Work item
Search the records for "William". Report every line where it occurs.

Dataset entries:
/---
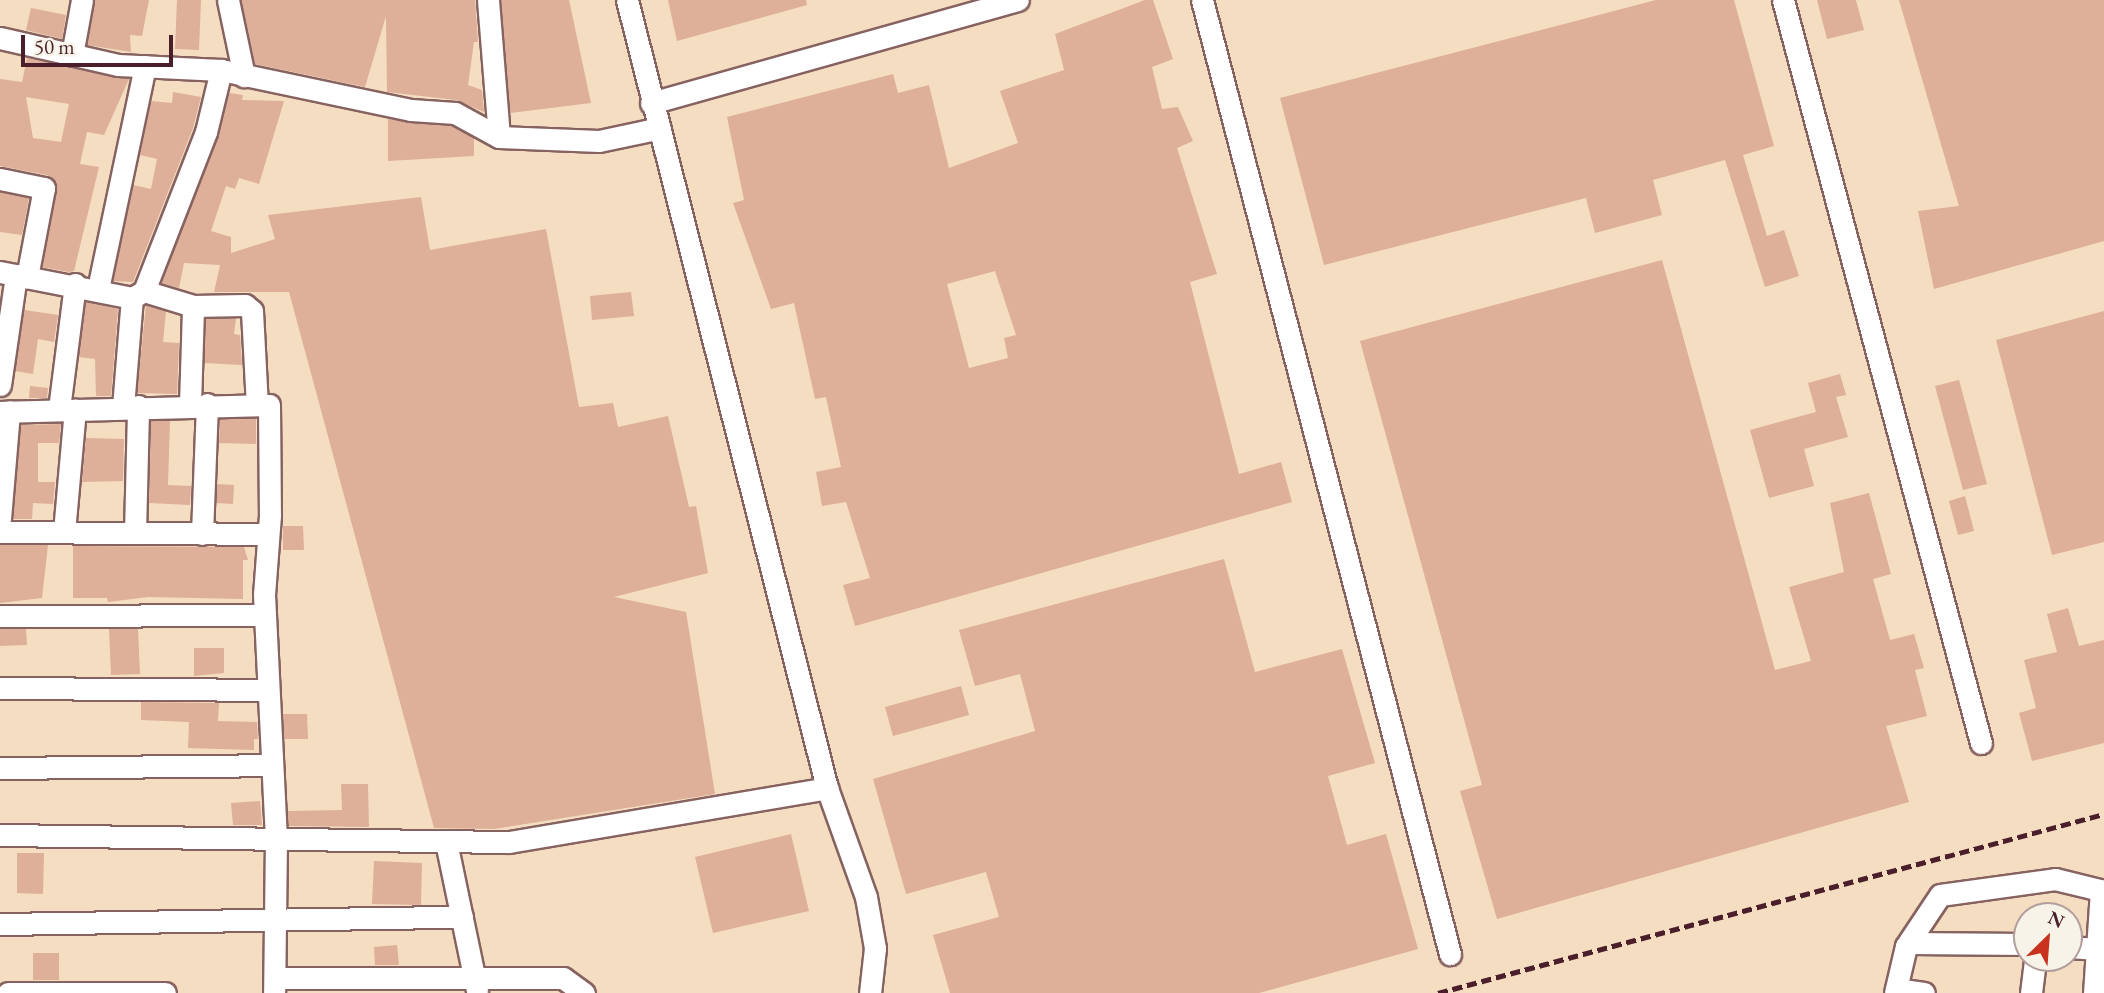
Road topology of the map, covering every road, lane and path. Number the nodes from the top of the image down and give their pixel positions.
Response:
1 (82, 0) edge
2 (228, 0) edge
3 (488, 0) edge
4 (628, 0) edge
5 (1018, 0) edge
6 (1202, 0) edge
7 (1783, 0) edge
8 (0, 38) edge
9 (72, 55) junction
10 (145, 66) junction
11 (221, 69) junction
12 (244, 76) junction
13 (651, 103) junction
14 (660, 128) junction
15 (499, 137) junction
16 (0, 179) edge
17 (14, 275) edge
18 (75, 285) junction
19 (97, 289) junction
20 (138, 295) junction
21 (193, 306) junction
22 (0, 386) edge
23 (199, 404) junction
24 (257, 404) junction
25 (130, 406) junction
26 (67, 409) junction
27 (5, 411) edge
28 (0, 519) edge
29 (0, 532) edge
30 (64, 532) junction
31 (135, 533) junction
32 (202, 534) junction
33 (267, 534) junction
34 (264, 615) junction
35 (0, 616) edge
36 (0, 688) edge
37 (267, 690) junction
38 (1981, 743) dead end
39 (271, 765) junction
40 (0, 768) edge
41 (827, 788) junction
42 (0, 835) edge
43 (276, 839) junction
44 (446, 842) junction
45 (2103, 891) edge
46 (462, 916) junction
47 (276, 920) junction
48 (0, 924) edge
49 (1909, 943) junction
50 (2013, 944) edge
51 (2083, 948) edge
52 (2101, 949) junction
53 (1450, 954) dead end
54 (2033, 972) edge
55 (274, 986) edge
56 (476, 986) edge
57 (1896, 991) edge
58 (8, 993) edge
59 (19, 993) edge
60 (165, 993) edge
61 (584, 993) edge
62 (870, 993) edge
63 (1924, 993) edge
64 (2031, 993) edge
65 (2094, 993) edge

1 - 9 street
2 - 12 street
3 - 15 street
4 - 13 street
5 - 13 street
6 - 53 street
7 - 38 street
8 - 9 street
9 - 10 street
10 - 11 street
10 - 19 street
11 - 12 street
11 - 20 street
12 - 15 street
13 - 14 street
14 - 15 street
14 - 41 street
16 - 17 street
17 - 18 street
17 - 22 street
18 - 19 street
18 - 26 street
19 - 20 street
20 - 21 street
20 - 25 street
21 - 23 street
21 - 24 street
23 - 24 street
23 - 25 street
23 - 32 street
24 - 33 street
25 - 26 street
25 - 31 street
26 - 27 street
26 - 30 street
27 - 28 street
29 - 30 street
30 - 31 street
31 - 32 street
32 - 33 street
33 - 34 street
34 - 35 street
34 - 37 street
36 - 37 street
37 - 39 street
39 - 40 street
39 - 43 street
41 - 44 street
41 - 62 street
42 - 43 street
43 - 44 street
43 - 47 street
44 - 46 street
45 - 49 street
45 - 52 street
46 - 47 street
46 - 56 street
47 - 48 street
47 - 55 street
49 - 50 street
49 - 57 street
51 - 52 street
52 - 65 street
54 - 64 street
55 - 56 street
56 - 61 street
57 - 63 street
58 - 59 street
59 - 60 street

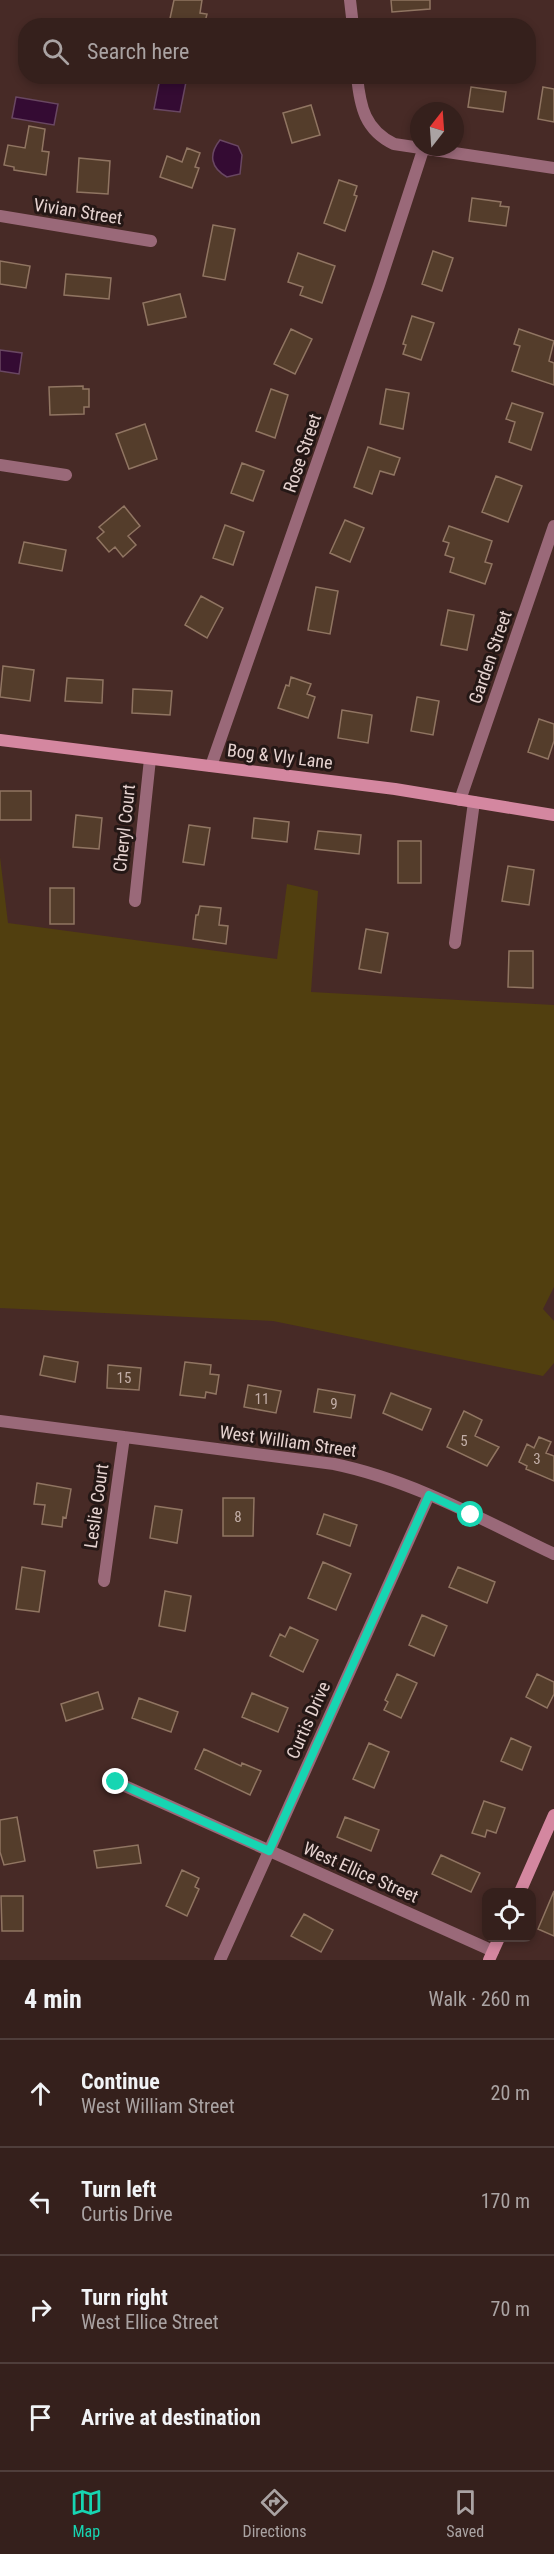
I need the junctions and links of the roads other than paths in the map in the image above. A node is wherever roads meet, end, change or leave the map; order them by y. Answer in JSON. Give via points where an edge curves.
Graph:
{"nodes":[{"id":1,"x":350,"y":0,"type":"edge"},
{"id":2,"x":352,"y":18,"type":"edge"},
{"id":3,"x":358,"y":84,"type":"edge"},
{"id":4,"x":410,"y":147,"type":"edge"},
{"id":5,"x":421,"y":156,"type":"edge"},
{"id":6,"x":464,"y":156,"type":"edge"},
{"id":7,"x":554,"y":168,"type":"edge"},
{"id":8,"x":0,"y":216,"type":"edge"},
{"id":9,"x":151,"y":241,"type":"dead end"},
{"id":10,"x":0,"y":465,"type":"edge"},
{"id":11,"x":66,"y":475,"type":"dead end"},
{"id":12,"x":554,"y":526,"type":"edge"},
{"id":13,"x":0,"y":740,"type":"edge"},
{"id":14,"x":150,"y":759,"type":"junction"},
{"id":15,"x":211,"y":766,"type":"junction"},
{"id":16,"x":460,"y":800,"type":"junction"},
{"id":17,"x":474,"y":802,"type":"junction"},
{"id":18,"x":554,"y":815,"type":"edge"},
{"id":19,"x":135,"y":901,"type":"dead end"},
{"id":20,"x":454,"y":943,"type":"dead end"},
{"id":21,"x":0,"y":1421,"type":"edge"},
{"id":22,"x":124,"y":1437,"type":"junction"},
{"id":23,"x":429,"y":1495,"type":"junction"},
{"id":24,"x":554,"y":1554,"type":"edge"},
{"id":25,"x":104,"y":1581,"type":"dead end"},
{"id":26,"x":116,"y":1782,"type":"dead end"},
{"id":27,"x":554,"y":1815,"type":"edge"},
{"id":28,"x":269,"y":1851,"type":"junction"},
{"id":29,"x":522,"y":1888,"type":"edge"},
{"id":30,"x":497,"y":1942,"type":"edge"},
{"id":31,"x":491,"y":1956,"type":"edge"},
{"id":32,"x":219,"y":1960,"type":"edge"}],
"edges":[{"from":1,"to":2,"type":"street"},
{"from":3,"to":4,"type":"street","via":[[364,116],[376,133],[394,144]]},
{"from":5,"to":15,"type":"street","name":"Rose Street"},
{"from":6,"to":7,"type":"street"},
{"from":8,"to":9,"type":"street","name":"Vivian Street"},
{"from":10,"to":11,"type":"street"},
{"from":12,"to":16,"type":"street","name":"Garden Street"},
{"from":13,"to":14,"type":"street","name":"Bog & Vly Lane"},
{"from":14,"to":15,"type":"street","name":"Bog & Vly Lane"},
{"from":14,"to":19,"type":"street","name":"Cheryl Court"},
{"from":15,"to":16,"type":"street","name":"Bog & Vly Lane"},
{"from":16,"to":17,"type":"street","name":"Bog & Vly Lane"},
{"from":17,"to":18,"type":"street","name":"Bog & Vly Lane"},
{"from":17,"to":20,"type":"street"},
{"from":21,"to":22,"type":"street","name":"West William Street"},
{"from":22,"to":23,"type":"street","name":"West William Street","via":[[366,1470]]},
{"from":22,"to":25,"type":"street","name":"Leslie Court"},
{"from":23,"to":24,"type":"street","name":"West William Street"},
{"from":23,"to":28,"type":"street","name":"Curtis Drive"},
{"from":26,"to":28,"type":"street","name":"West Ellice Street"},
{"from":27,"to":29,"type":"street"},
{"from":28,"to":31,"type":"street","name":"West Ellice Street"},
{"from":28,"to":32,"type":"street","name":"Curtis Drive"},
{"from":30,"to":31,"type":"street"}]}
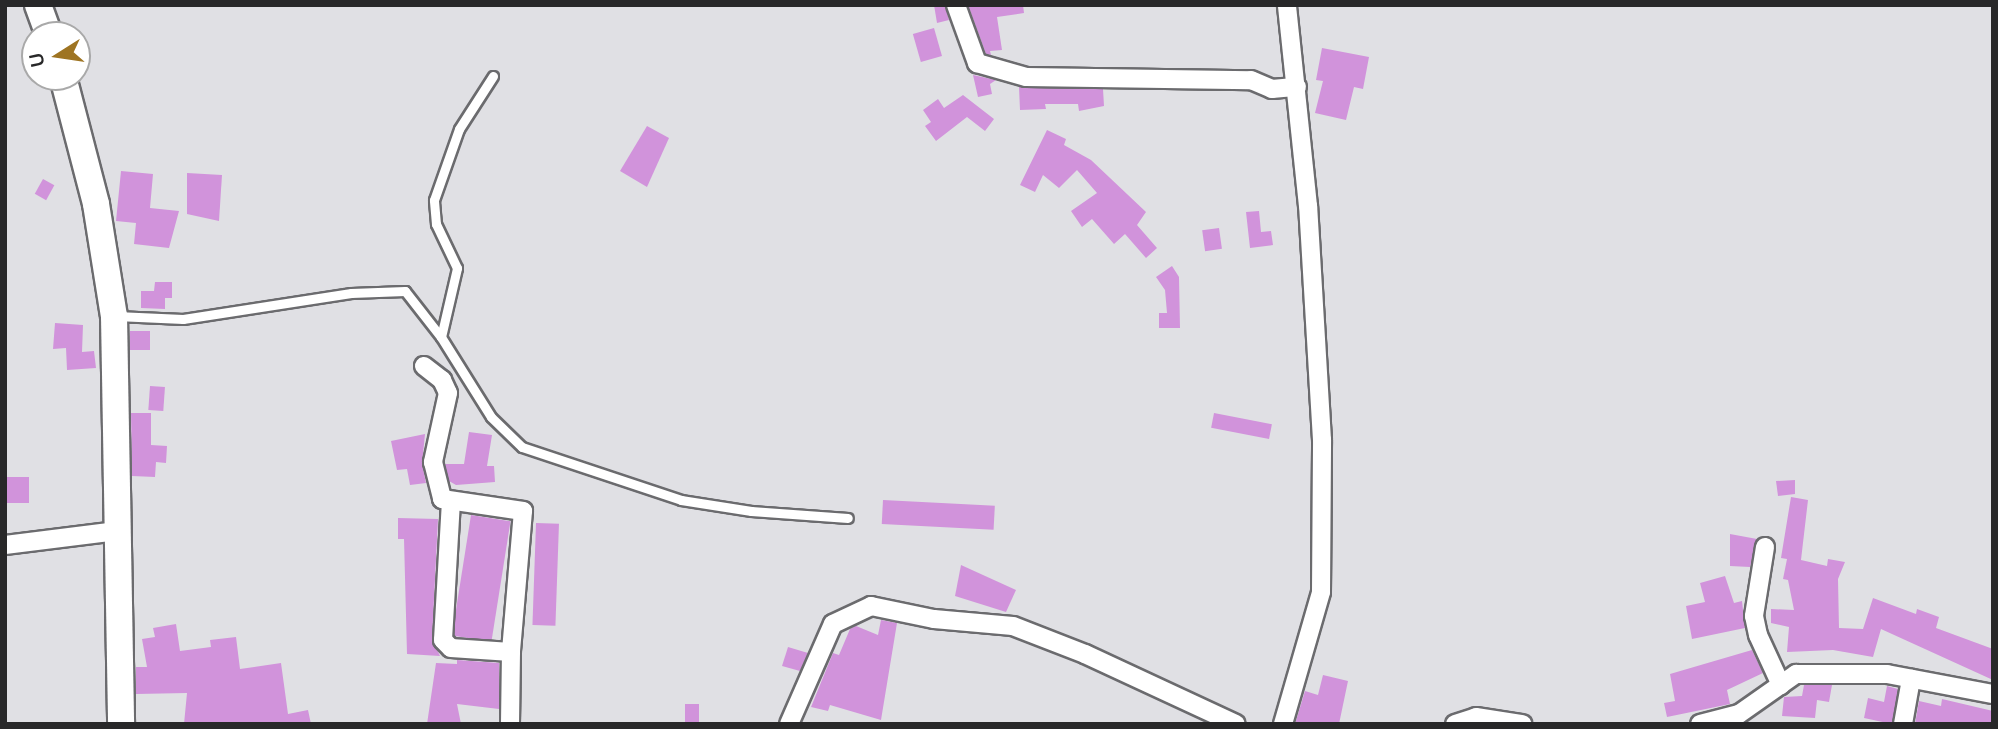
\---
Reply
{"from":21,"to":22,"type":"street","name":"West William Street"},
{"from":22,"to":23,"type":"street","name":"West William Street","via":[[366,1470]]},
{"from":23,"to":24,"type":"street","name":"West William Street"},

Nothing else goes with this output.